## EXERCISE REQUIREMENTS:
Out of the lines below, please list those that hold the string "West".

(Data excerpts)
▶

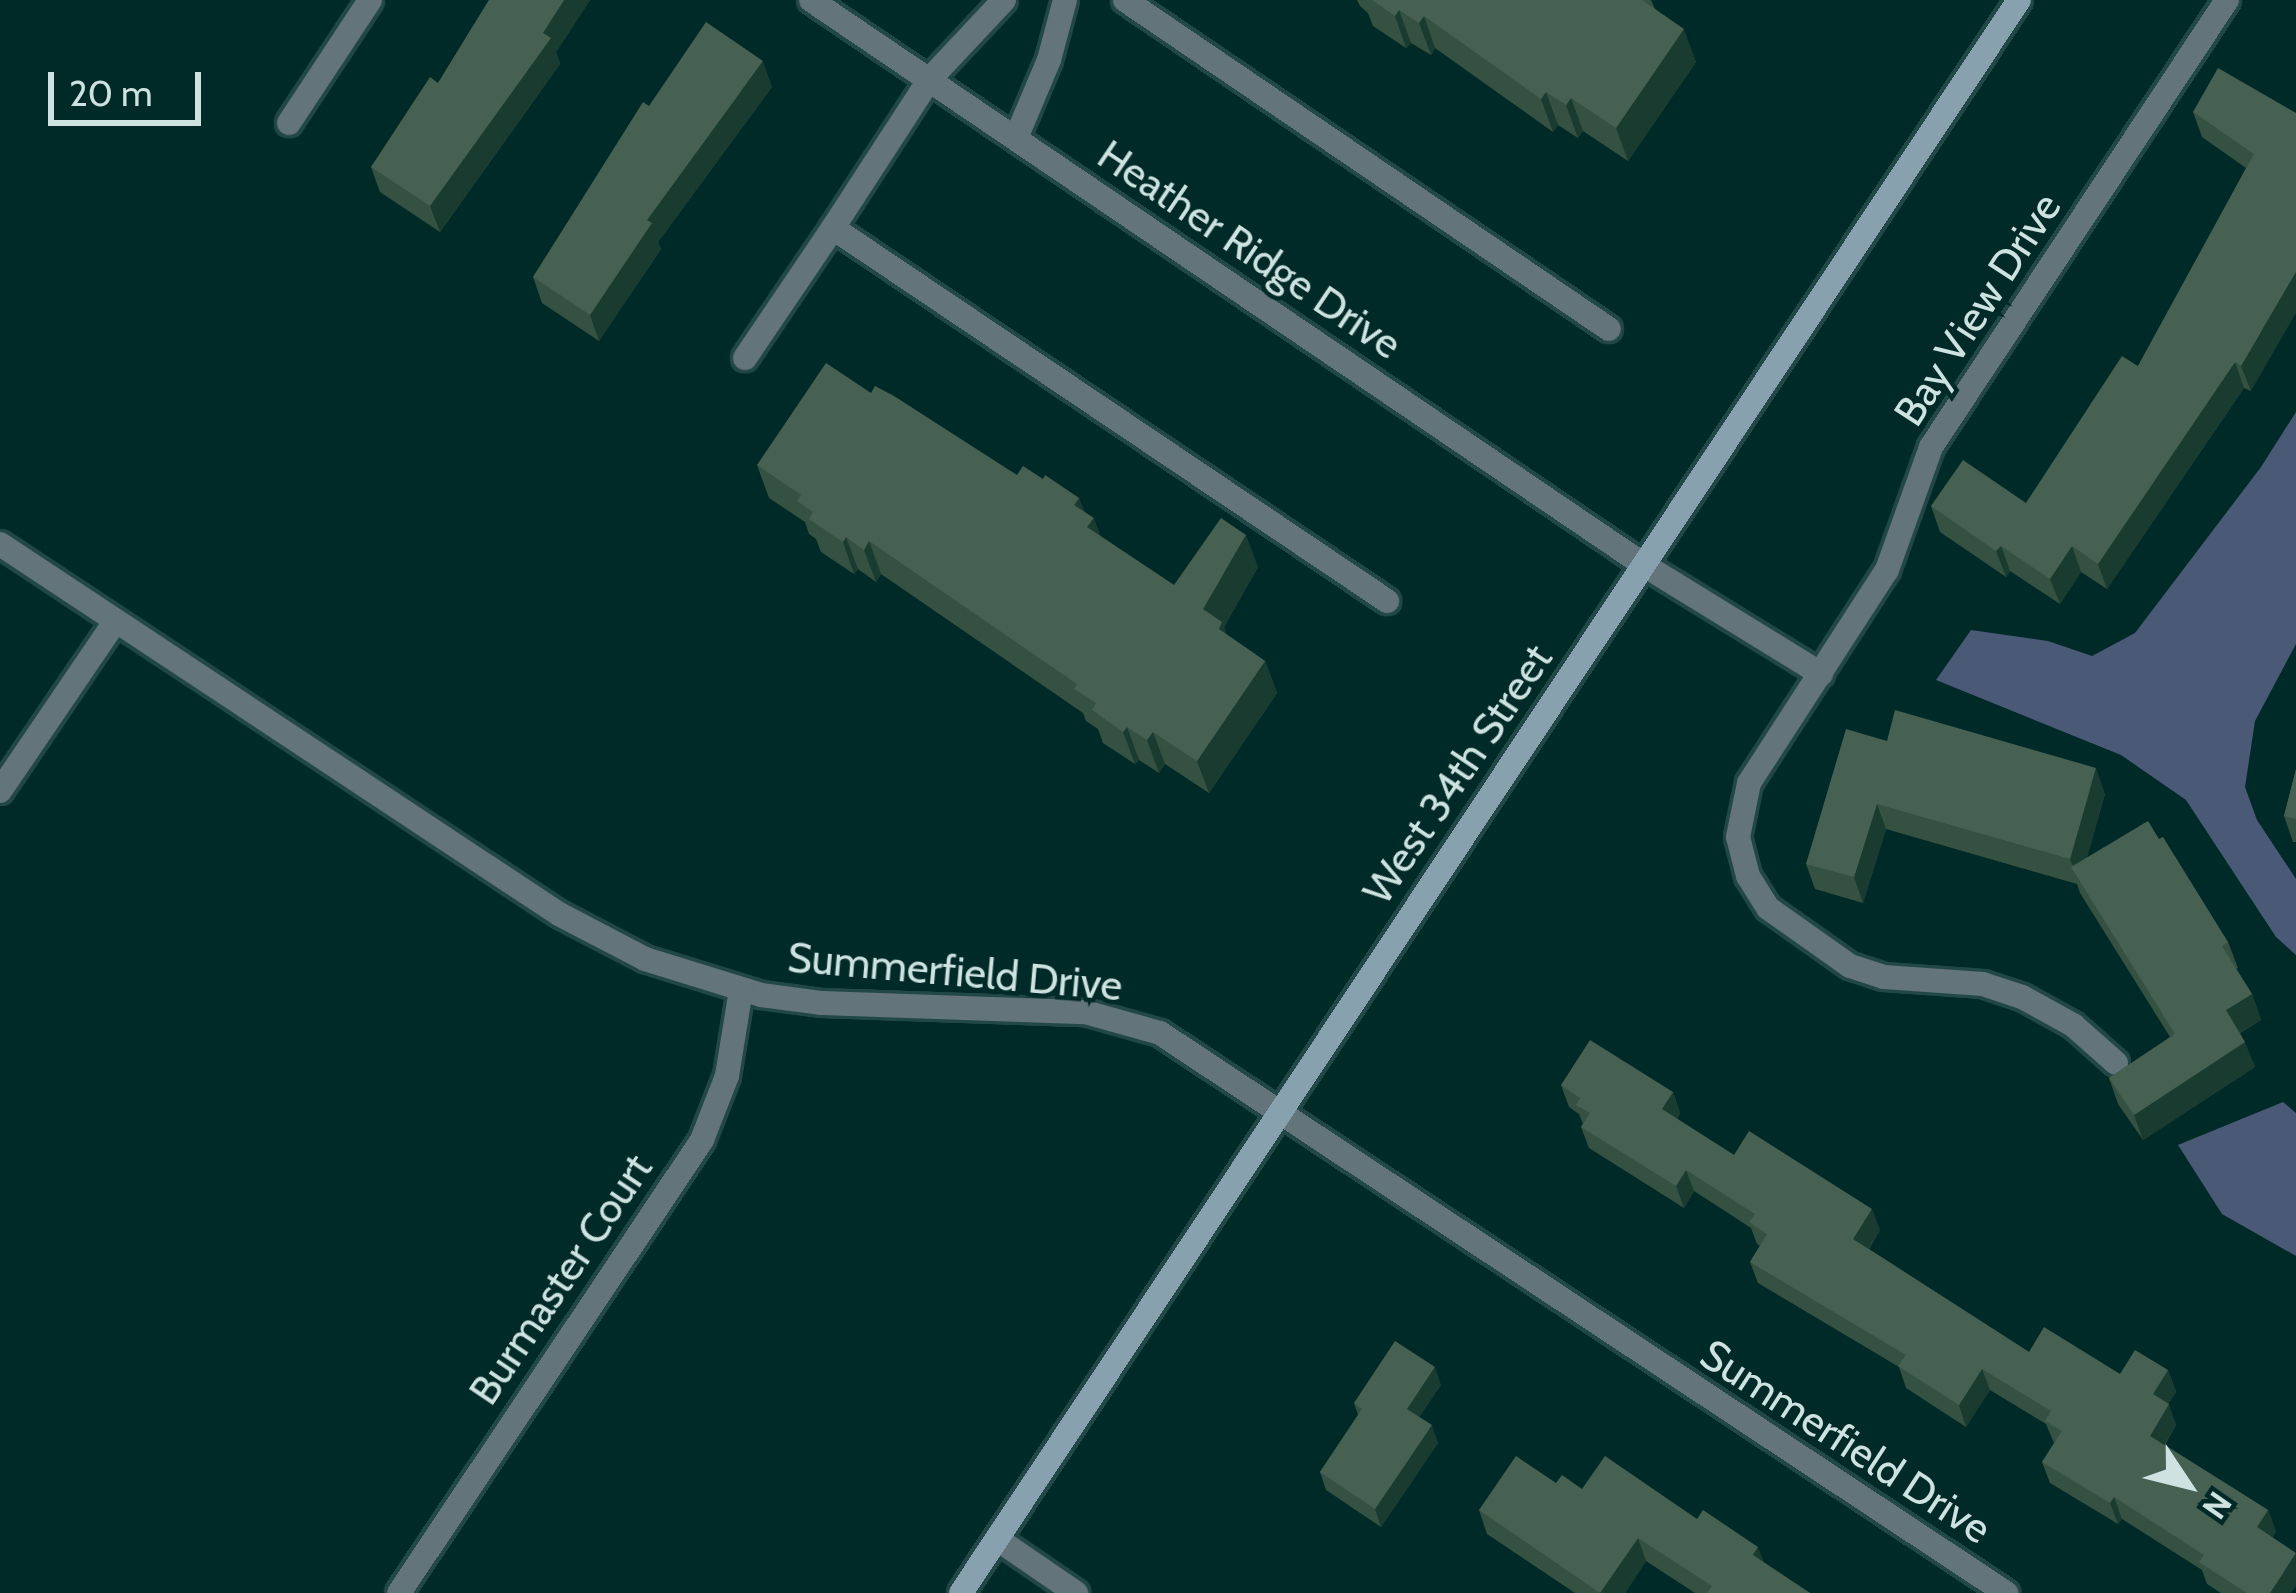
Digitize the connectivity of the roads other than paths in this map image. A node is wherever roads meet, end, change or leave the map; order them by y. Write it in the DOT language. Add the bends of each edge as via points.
graph roads {
  1 [pos="370,0"];
  2 [pos="811,0"];
  3 [pos="1004,0"];
  4 [pos="1065,0"];
  5 [pos="1125,0"];
  6 [pos="2019,0"];
  7 [pos="2228,0"];
  8 [pos="929,80"];
  9 [pos="289,123"];
  10 [pos="1016,138"];
  11 [pos="833,228"];
  12 [pos="1609,329"];
  13 [pos="745,358"];
  14 [pos="0,544"];
  15 [pos="1644,565"];
  16 [pos="1388,601"];
  17 [pos="115,622"];
  18 [pos="1821,674"];
  19 [pos="0,791"];
  20 [pos="741,990"];
  21 [pos="2116,1063"];
  22 [pos="1276,1114"];
  23 [pos="997,1540"];
  24 [pos="400,1593"];
  25 [pos="962,1593"];
  26 [pos="1076,1593"];
  27 [pos="2006,1593"];
  1 -- 9 [label="street"];
  2 -- 8 [label="street, Heather Ridge Drive"];
  3 -- 8 [label="street"];
  4 -- 10 [label="street"];
  5 -- 12 [label="street"];
  6 -- 15 [label="street, West 34th Street"];
  7 -- 18 [label="street, Bay View Drive" via="1931,447 1887,570"];
  8 -- 10 [label="street, Heather Ridge Drive"];
  8 -- 11 [label="street"];
  10 -- 15 [label="street, Heather Ridge Drive"];
  11 -- 13 [label="street"];
  11 -- 16 [label="street"];
  14 -- 17 [label="street, Summerfield Drive"];
  15 -- 18 [label="street"];
  15 -- 22 [label="street, West 34th Street"];
  17 -- 19 [label="street"];
  17 -- 20 [label="street, Summerfield Drive" via="579,926 675,971"];
  18 -- 21 [label="street, Bay View Drive" via="1749,783 1738,838 1756,892 1778,920 1850,966 2022,997 2073,1025"];
  20 -- 22 [label="street, Summerfield Drive" via="822,1003 1123,1019 1170,1039"];
  20 -- 24 [label="street, Burmaster Court" via="727,1076 702,1139"];
  22 -- 23 [label="street, West 34th Street"];
  22 -- 27 [label="street, Summerfield Drive"];
  23 -- 25 [label="street, West 34th Street"];
  23 -- 26 [label="street"];
}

◀

## EXERCISE SOLUTION:
  6 -- 15 [label="street, West 34th Street"];
  15 -- 22 [label="street, West 34th Street"];
  22 -- 23 [label="street, West 34th Street"];
  23 -- 25 [label="street, West 34th Street"];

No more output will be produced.